GLENCORE had no interest in separately listing its coal business should a plan to combine it with Teck’s steelmaking coal business (EVR) fail.
In June, Glencore said it had offered to buy EVR whilst also keeping a broader offer to buy Teck on the table. The latter is thought to be a non-starter as Teck’s controlling shareholder Norman Keevil doesn’t support it, but discussions continue on the sale of EVR. If acquired, Glencore would first reduce debt and about a year later separately list it.
“If our shareholders want us to spin out our coal business [Glencore’s current assets] we would spin out our coal business,” said Nagle during a presentation of the group’s interim results to analysts. “But the overwhelming majority of shareholders support us retaining it in the business and running it down responsibly,” he said.
Glencore is almost unique among diversified mining companies in having decided to keep thermal coal mines. While Anglo American and Rio Tinto have exited coal mining, Glencore opted to run down the resources – a strategy that still attracts sizeable opposition. At its last annual general meeting, 30% of shareholders did not support its climate plan.
Nagle added that in discussions with shareholders there was significant support for spinning out coal if combined with Teck because in that instance the overall business would be stronger with a wider geographic spread and higher quality assets.”It will trade at a better multiple than Glencore’s standalone business,” he said.
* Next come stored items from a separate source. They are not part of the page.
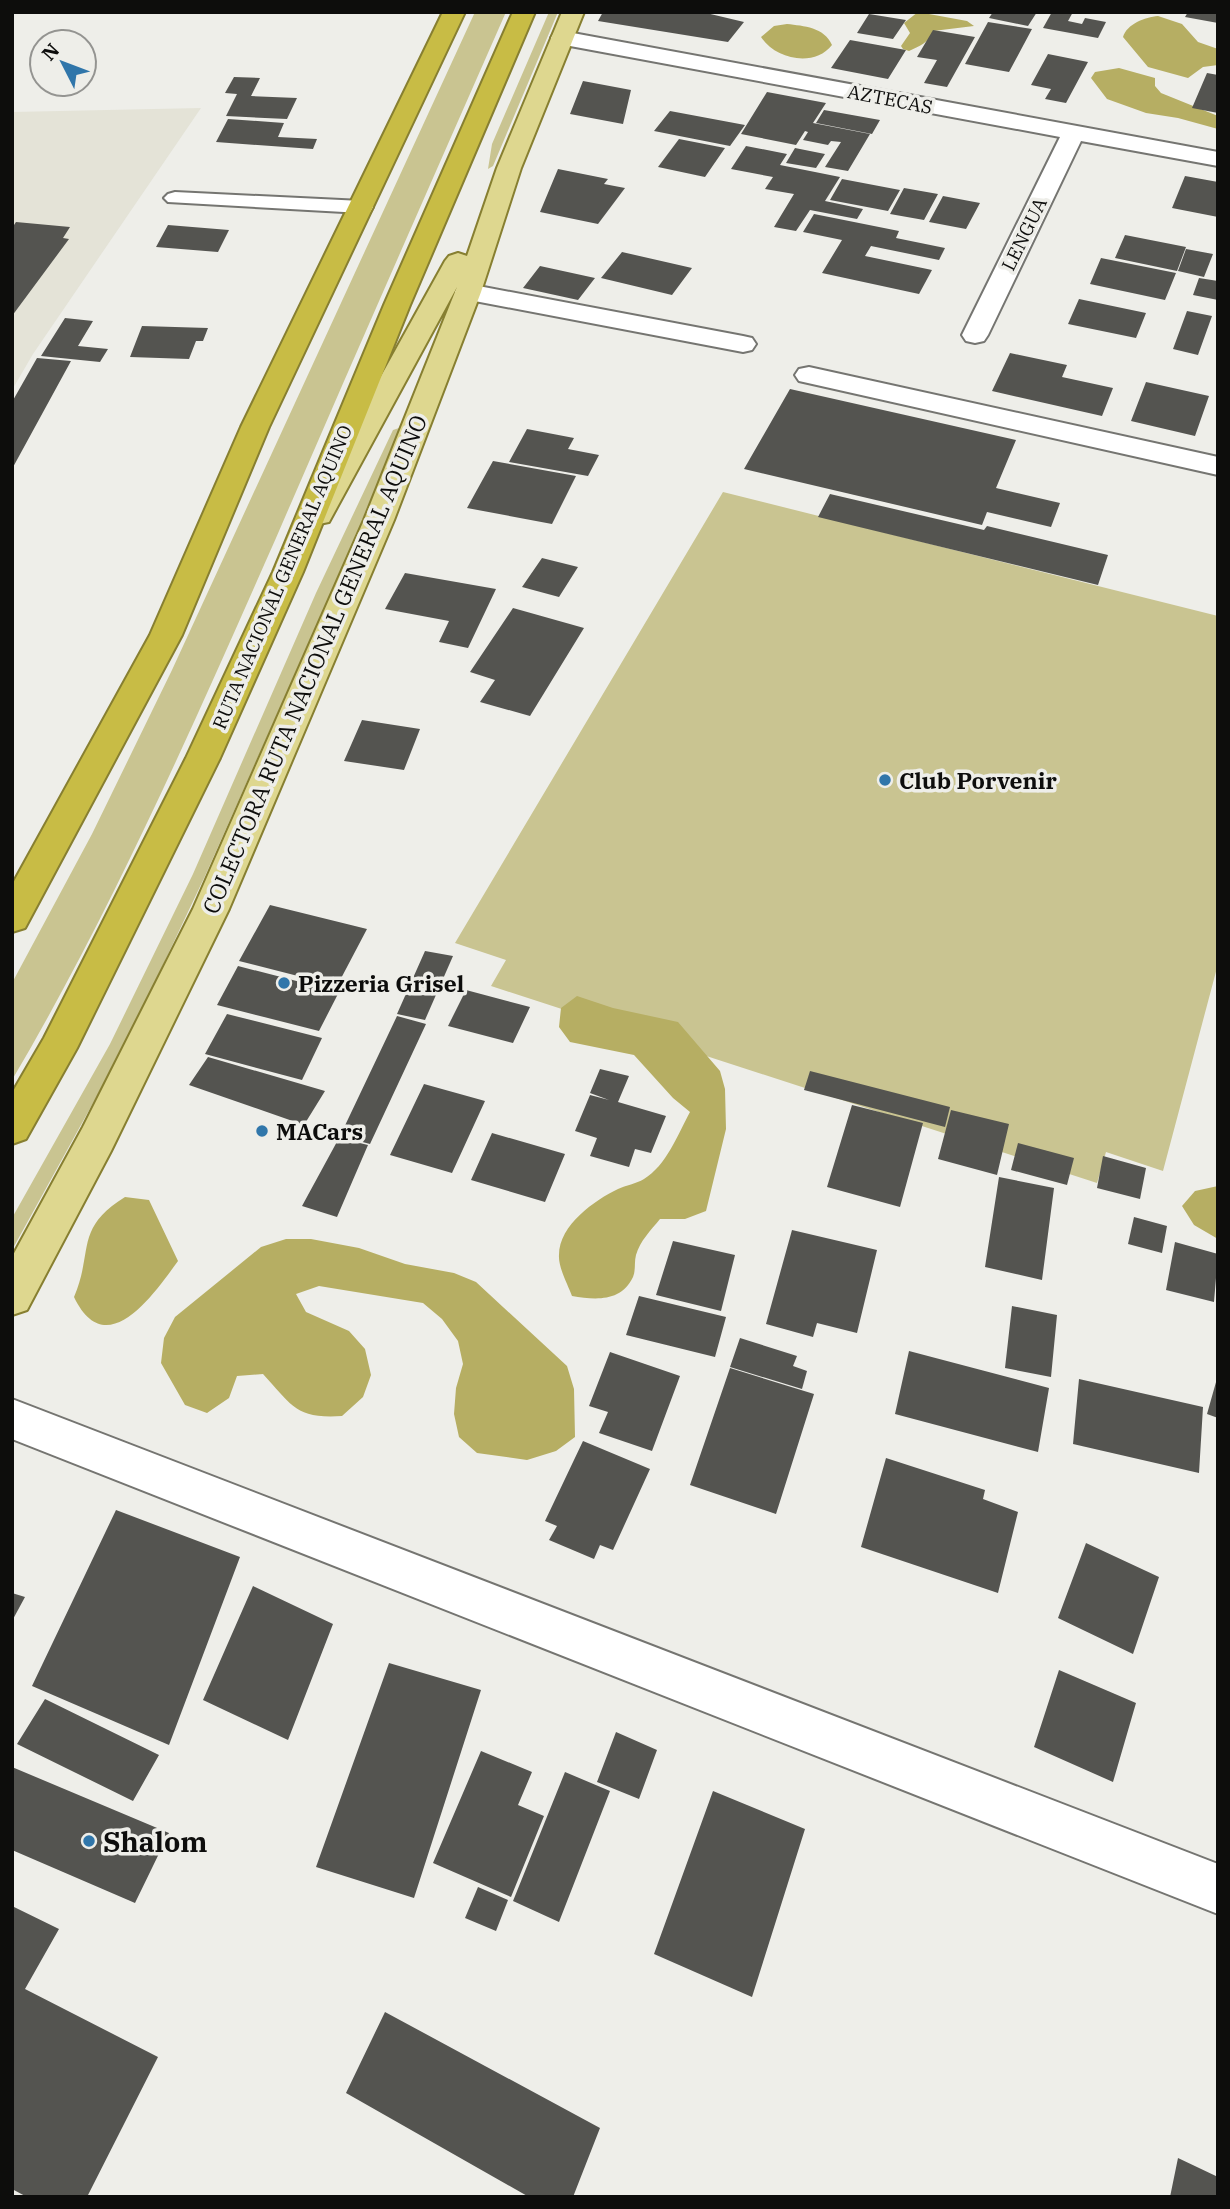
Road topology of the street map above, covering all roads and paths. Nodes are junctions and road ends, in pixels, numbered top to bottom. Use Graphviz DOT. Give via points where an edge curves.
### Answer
graph roads {
  1 [pos="454,12"];
  2 [pos="524,12"];
  3 [pos="568,25"];
  4 [pos="1073,134"];
  5 [pos="1218,159"];
  6 [pos="509,168"];
  7 [pos="175,198"];
  8 [pos="362,207"];
  9 [pos="468,292"];
  10 [pos="975,335"];
  11 [pos="743,344"];
  12 [pos="809,375"];
  13 [pos="1218,466"];
  14 [pos="288,572"];
  15 [pos="12,918"];
  16 [pos="12,1128"];
  17 [pos="12,1297"];
  18 [pos="12,1419"];
  19 [pos="1218,1889"];
  1 -- 8 [label="highway"];
  2 -- 14 [label="highway, RUTA NACIONAL GENERAL AQUINO"];
  3 -- 4 [label="street, AZTECAS"];
  3 -- 6 [label="main road, COLECTORA RUTA NACIONAL GENERAL AQUINO"];
  4 -- 5 [label="street, AZTECAS"];
  4 -- 10 [label="street, LENGUA"];
  6 -- 9 [label="main road, COLECTORA RUTA NACIONAL GENERAL AQUINO"];
  6 -- 14 [label="main road"];
  7 -- 8 [label="lane"];
  8 -- 15 [label="highway" via="256,427 166,635"];
  9 -- 11 [label="street"];
  9 -- 17 [label="main road, COLECTORA RUTA NACIONAL GENERAL AQUINO" via="379,520 211,909 97,1139"];
  12 -- 13 [label="street"];
  14 -- 16 [label="highway, RUTA NACIONAL GENERAL AQUINO" via="204,758 58,1048"];
  18 -- 19 [label="street"];
}
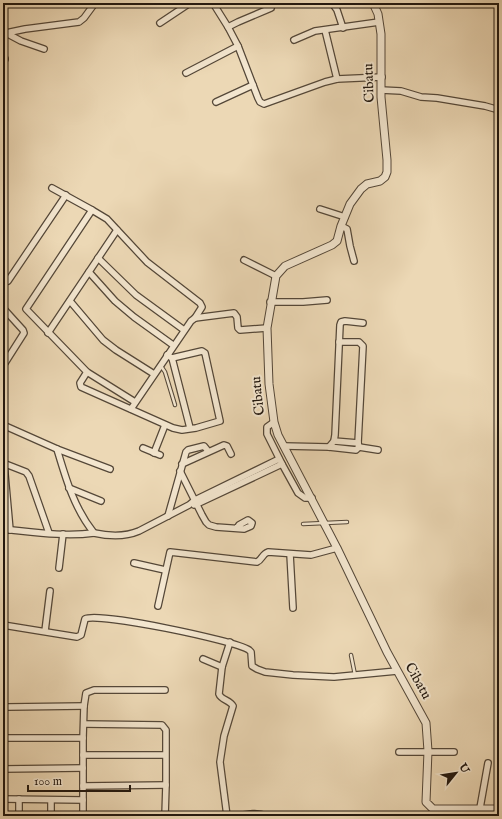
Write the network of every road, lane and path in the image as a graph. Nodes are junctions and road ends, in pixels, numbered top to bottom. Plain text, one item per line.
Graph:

“We believe the New York market would eat that up very quickly,” he added. Glencore did not receive full value for its current coal mining and probably wouldn’t if it spun it out alone as other standalone coal business such as Whitehaven weren’t properly valued, he said.
About $7.2bn of Glencore’s $9.2bn interim adjusted Ebitda was from mining of which $4.7bn was earned from energy products, mostly coal. Last year, coal comprised $9.5bn of $15bn in industrial asset Ebitda.
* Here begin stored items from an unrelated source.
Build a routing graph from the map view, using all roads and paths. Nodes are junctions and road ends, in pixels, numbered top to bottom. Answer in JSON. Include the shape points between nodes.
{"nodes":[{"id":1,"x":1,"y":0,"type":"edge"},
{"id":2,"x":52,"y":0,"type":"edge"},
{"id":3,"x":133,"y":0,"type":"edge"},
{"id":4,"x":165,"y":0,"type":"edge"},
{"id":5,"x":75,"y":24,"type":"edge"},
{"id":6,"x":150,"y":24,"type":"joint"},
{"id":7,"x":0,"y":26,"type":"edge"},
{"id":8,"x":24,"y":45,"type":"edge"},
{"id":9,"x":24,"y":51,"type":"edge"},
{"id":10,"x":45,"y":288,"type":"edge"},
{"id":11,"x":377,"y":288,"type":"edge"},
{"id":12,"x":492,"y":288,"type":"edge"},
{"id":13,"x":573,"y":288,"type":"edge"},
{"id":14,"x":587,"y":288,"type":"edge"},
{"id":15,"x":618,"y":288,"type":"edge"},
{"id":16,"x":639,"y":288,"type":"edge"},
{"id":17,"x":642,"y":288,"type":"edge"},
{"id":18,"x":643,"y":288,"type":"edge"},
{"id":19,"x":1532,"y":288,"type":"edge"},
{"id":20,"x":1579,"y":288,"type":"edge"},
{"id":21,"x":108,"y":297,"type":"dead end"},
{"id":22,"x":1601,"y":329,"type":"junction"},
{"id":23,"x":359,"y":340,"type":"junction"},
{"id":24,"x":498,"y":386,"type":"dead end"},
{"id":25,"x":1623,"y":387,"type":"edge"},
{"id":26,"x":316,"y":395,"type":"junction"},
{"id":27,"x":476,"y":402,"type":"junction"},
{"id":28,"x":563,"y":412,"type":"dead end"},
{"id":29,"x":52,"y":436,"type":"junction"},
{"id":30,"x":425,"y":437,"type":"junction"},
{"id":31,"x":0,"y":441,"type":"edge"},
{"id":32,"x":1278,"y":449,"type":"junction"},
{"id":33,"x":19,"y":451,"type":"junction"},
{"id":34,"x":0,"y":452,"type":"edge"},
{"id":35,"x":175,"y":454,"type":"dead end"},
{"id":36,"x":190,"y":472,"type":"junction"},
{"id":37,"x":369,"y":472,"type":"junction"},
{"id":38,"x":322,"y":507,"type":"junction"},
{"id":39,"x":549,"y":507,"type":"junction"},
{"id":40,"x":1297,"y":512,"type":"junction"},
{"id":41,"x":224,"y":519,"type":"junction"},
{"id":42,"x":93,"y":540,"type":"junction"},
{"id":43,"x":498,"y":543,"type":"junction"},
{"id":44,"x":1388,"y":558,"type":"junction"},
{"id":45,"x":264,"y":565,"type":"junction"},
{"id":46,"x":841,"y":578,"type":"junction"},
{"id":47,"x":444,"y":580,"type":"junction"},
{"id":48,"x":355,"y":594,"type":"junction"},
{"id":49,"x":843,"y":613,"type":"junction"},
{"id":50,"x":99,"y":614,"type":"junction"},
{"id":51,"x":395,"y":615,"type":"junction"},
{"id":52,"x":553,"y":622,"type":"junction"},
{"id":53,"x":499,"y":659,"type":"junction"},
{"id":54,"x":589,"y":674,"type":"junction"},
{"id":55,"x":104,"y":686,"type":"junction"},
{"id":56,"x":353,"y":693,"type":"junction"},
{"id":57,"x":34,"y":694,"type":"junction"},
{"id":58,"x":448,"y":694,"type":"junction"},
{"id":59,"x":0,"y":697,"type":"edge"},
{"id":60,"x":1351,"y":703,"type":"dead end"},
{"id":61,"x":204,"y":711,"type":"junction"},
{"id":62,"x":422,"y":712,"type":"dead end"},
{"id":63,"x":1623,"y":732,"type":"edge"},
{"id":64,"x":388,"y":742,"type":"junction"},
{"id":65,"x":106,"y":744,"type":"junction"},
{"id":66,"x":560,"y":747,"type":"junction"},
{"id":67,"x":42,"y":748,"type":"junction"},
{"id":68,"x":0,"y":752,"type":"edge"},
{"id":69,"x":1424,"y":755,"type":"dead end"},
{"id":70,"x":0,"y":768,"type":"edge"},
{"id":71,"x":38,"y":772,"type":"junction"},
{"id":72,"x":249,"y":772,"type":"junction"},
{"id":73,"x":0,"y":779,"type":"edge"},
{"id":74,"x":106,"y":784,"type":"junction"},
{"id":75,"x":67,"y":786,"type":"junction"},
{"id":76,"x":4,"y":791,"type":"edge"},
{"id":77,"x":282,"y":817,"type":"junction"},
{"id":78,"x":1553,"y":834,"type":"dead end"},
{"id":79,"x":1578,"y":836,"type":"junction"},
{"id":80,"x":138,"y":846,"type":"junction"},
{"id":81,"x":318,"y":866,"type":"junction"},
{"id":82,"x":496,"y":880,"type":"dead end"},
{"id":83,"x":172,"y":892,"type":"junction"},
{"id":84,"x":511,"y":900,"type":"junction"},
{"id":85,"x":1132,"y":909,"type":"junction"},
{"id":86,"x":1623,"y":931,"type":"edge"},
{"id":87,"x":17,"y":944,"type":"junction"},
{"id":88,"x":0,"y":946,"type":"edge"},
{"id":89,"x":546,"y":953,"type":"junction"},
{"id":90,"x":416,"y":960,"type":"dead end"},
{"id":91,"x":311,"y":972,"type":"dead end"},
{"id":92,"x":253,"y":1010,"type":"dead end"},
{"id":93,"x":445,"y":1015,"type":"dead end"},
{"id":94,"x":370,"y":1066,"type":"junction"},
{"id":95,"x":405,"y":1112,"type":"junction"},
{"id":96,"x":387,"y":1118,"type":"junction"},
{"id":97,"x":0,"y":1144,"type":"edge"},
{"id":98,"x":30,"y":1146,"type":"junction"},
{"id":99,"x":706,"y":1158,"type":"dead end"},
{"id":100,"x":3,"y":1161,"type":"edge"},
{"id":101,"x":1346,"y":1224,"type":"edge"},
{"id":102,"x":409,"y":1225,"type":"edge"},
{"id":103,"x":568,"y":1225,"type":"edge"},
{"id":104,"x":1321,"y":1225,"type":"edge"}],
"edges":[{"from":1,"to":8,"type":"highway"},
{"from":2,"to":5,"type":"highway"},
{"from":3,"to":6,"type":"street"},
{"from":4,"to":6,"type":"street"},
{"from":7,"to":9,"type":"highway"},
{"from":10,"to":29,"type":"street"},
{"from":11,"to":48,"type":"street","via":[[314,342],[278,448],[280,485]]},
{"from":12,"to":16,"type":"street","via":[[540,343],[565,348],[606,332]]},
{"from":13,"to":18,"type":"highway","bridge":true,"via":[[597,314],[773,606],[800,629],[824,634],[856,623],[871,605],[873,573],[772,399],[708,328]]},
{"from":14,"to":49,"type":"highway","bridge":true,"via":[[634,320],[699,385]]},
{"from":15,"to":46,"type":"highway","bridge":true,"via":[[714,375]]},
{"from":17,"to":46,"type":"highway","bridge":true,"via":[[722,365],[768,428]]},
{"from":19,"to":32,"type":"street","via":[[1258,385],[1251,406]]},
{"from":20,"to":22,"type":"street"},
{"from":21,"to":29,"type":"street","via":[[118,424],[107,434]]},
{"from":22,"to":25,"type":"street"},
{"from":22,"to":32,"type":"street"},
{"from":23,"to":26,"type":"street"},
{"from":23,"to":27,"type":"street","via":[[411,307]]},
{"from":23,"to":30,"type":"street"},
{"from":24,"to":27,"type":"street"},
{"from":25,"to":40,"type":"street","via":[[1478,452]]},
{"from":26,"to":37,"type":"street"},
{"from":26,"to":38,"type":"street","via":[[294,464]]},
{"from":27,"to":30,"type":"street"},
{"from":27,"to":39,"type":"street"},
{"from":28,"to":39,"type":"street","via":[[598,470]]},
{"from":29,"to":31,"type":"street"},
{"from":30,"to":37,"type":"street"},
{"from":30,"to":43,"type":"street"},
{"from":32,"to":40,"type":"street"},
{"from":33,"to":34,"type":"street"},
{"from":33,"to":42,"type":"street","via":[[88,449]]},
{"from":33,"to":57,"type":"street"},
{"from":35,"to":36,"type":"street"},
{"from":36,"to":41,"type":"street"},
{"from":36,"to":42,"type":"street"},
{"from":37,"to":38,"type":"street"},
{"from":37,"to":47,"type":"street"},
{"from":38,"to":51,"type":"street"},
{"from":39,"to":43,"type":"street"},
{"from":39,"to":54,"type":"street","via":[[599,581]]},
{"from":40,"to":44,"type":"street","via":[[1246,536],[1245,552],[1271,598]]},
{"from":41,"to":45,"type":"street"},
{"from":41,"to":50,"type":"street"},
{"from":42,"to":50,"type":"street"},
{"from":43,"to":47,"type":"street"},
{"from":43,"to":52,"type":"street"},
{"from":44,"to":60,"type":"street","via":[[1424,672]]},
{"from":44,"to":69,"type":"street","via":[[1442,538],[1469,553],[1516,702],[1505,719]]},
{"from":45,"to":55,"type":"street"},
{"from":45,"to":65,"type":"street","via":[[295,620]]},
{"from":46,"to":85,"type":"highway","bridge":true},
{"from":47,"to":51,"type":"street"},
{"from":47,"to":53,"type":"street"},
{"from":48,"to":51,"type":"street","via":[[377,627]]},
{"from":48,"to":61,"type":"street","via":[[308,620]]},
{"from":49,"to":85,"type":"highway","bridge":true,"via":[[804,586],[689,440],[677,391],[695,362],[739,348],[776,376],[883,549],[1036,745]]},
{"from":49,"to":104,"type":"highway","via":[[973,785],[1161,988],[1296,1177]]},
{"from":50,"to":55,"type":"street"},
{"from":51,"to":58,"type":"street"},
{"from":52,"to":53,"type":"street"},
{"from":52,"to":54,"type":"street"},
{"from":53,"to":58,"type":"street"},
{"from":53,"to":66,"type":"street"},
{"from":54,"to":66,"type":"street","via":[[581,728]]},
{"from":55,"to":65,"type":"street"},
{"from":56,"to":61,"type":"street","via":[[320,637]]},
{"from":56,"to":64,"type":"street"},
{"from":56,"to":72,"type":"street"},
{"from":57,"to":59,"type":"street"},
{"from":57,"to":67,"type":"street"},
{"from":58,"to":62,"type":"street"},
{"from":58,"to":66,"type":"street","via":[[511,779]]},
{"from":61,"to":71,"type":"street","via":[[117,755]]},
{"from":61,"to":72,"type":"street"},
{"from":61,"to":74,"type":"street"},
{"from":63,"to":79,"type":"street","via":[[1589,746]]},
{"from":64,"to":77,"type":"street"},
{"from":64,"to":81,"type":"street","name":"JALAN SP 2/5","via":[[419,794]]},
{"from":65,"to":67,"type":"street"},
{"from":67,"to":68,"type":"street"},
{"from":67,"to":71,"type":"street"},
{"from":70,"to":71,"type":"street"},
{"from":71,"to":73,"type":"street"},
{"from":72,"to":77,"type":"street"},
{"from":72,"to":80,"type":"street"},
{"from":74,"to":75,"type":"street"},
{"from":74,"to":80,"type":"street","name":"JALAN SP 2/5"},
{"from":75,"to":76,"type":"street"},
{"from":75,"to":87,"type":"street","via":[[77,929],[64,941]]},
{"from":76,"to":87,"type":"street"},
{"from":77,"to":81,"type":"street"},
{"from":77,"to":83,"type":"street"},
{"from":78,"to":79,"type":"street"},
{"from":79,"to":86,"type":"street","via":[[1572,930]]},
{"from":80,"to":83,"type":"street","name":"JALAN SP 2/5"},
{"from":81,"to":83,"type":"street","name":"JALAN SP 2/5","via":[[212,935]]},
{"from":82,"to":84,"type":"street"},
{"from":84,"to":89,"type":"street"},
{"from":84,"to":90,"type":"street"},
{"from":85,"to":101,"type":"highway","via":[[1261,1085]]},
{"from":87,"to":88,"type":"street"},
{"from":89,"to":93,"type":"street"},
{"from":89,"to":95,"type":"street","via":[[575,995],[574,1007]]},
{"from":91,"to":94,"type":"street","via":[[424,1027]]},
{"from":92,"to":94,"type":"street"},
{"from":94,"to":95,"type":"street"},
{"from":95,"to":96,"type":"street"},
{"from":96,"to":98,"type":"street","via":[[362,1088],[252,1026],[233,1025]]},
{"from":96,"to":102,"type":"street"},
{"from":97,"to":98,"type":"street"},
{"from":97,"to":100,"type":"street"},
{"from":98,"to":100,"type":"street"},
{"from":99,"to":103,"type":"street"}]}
Asked for his views of prospects for coal, Nagle said there was not any new capital allocations for new high quality steam coal mines while demand remained “very good” with new customers developed in Europe. “We have seen 85 million tons (of demand) in Europe last year and it will continue to import coal,” he said.
Nagle added: “It still is the cheapest form of baseload power especially for developing nations. For high quality don’t coal in particular I don’t think there needs to be a further fall in price.”